How to extract data from variable positions?
Docparser offers many different ways of extracting data from your PDF documents. Depending on your specific use-case, different approaches can be applied to get the data you are looking for.
The most straight forward way to extract data from your documents is to leverage position based extraction rules. Position based parsing rules are a great fit if your data is located at the exact same position within your document all the time. For example a reference number in the document header.

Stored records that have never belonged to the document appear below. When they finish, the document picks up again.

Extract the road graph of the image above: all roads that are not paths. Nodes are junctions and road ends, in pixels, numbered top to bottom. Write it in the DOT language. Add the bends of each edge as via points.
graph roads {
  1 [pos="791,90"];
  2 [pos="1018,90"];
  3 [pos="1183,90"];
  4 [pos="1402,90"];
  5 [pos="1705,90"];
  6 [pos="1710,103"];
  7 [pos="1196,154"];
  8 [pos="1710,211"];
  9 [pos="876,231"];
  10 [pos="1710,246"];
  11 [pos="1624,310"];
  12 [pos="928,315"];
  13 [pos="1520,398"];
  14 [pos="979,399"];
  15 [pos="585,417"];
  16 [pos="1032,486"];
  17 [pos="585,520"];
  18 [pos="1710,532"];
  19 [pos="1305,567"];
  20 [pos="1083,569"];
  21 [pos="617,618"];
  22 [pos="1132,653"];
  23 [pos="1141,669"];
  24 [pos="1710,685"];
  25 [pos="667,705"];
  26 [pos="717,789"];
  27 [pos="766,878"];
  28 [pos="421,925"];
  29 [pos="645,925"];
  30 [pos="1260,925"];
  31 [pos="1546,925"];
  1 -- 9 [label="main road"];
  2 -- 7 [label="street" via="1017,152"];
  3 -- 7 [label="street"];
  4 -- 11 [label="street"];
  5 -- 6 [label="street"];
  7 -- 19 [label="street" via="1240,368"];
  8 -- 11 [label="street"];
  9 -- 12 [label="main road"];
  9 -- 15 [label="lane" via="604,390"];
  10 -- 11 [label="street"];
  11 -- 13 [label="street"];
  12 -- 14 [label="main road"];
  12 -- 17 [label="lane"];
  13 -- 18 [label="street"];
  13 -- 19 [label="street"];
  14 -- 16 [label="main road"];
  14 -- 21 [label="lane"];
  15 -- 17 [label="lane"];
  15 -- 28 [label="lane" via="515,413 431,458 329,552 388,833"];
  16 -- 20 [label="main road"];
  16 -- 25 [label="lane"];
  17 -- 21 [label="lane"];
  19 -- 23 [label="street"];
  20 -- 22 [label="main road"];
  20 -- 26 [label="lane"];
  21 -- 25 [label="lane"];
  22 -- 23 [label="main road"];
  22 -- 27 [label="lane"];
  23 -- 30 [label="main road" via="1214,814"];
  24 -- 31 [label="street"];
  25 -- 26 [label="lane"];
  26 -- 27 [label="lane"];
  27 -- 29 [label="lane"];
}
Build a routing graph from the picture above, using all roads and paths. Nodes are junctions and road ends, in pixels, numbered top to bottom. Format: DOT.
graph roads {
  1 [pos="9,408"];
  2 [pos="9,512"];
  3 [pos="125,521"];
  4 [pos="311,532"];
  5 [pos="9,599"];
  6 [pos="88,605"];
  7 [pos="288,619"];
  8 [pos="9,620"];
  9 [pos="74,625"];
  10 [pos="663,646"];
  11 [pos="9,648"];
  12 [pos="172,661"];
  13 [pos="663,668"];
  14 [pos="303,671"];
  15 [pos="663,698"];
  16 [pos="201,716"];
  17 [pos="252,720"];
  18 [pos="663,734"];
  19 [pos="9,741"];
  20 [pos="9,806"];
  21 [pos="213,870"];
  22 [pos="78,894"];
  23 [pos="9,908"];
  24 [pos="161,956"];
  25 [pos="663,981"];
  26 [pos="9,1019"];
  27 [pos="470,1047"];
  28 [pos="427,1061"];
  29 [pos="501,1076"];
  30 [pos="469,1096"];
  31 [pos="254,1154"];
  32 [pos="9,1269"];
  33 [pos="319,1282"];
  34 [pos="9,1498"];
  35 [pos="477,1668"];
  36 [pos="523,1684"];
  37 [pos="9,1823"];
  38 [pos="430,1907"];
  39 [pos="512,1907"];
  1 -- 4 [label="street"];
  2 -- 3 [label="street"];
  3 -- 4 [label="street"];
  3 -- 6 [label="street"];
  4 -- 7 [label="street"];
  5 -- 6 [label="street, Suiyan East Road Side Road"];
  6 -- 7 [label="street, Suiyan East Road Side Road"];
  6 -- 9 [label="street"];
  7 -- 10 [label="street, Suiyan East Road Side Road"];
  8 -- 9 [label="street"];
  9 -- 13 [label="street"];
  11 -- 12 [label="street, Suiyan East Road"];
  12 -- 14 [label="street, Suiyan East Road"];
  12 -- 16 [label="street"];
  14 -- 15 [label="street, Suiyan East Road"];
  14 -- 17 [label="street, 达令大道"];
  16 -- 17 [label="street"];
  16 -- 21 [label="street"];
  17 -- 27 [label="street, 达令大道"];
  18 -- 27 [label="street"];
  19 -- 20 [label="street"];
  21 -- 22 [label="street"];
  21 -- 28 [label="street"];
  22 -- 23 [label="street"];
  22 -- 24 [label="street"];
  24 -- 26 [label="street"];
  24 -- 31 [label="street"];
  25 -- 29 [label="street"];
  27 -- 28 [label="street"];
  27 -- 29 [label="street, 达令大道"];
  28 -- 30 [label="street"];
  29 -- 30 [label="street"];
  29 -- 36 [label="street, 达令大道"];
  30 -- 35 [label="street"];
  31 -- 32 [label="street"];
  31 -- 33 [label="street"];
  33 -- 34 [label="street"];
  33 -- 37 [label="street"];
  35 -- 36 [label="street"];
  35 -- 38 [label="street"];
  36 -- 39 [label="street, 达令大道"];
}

If your data is however located at variable positions inside your document, one of the following approaches might be right for you:
Extract data with anchor keywords
One common approach is to rely on anchor keywords inside your document. The idea behind this approach is simple: First, you define a specific keyword which is located near to the actual data which you want to extract. In a second step you then define where your data is located relative to your keyword.
For example, you know that somewhere in your document is a line which reads "Reference Number: #1234567". In this case, the phrase "Reference Number:" is the anchor keyword and "#1234567" would be the data field you want to extract.
An easy way to get started with this method is to use the parsing rule preset "Text Variable Position" as shown in the screenshots below. This parsing rule template will first return the entire text of your document. You can then use multiple text filters to boil down the original text until you are left with a specific data field.
You can for example add filters like 'Set start after <A_TEXT_MARKER>', 'Set End to next blank line', 'Remove empty lines', ... Combining two filters should get you already close to the data you are after.
1/ Choose the preset "Text Variable Position"
2/ Set the start position to "Text Match: after"
3/ Set the end position and refine results
Extract data based on patterns
In case the anchor keyword method described above is not an option, you can also try to extract your data based on "how the data looks like". The method of pattern based extraction works well if you are after specific data fields, such as dates in a specific format, reference numbers, email addresses etc.
Docparser comes with a variety of parsing rule presets which can extract data points following a specific format or pattern. Some of our pattern based parsing rule templates are for example:
- Date Extraction
- Number Extraction
- Product Numbers Extraction
- Tax ID Extraction
- Phone Number Extraction
- Regular Expressions
All of these filters let you define an approximate area of your document where you expect the data to reside. In a second step, the extracted text is boiled down to the data field you are after. The example below shows our tracking number extraction tool.
1/ Define the approximate location of the data
2/ Extract the data with pattern based filters
What to do if you all documents look entirely different?
We recommend to create one Document Parser for each layout. For example if you have 20 different vendors sending you 20 different types of PDF documents, you should create 20 Document Parsers. Each Document Parser holds a set of parsing rules tailored to a specific document layout. This is front loaded work, but will save you hours of time in the long run, as the new invoices you receive will fit a parser already created. When the data is in the same place, just a different layout, you would use either "Table Rows" or "Text Fixed Position" parsing rules to get started.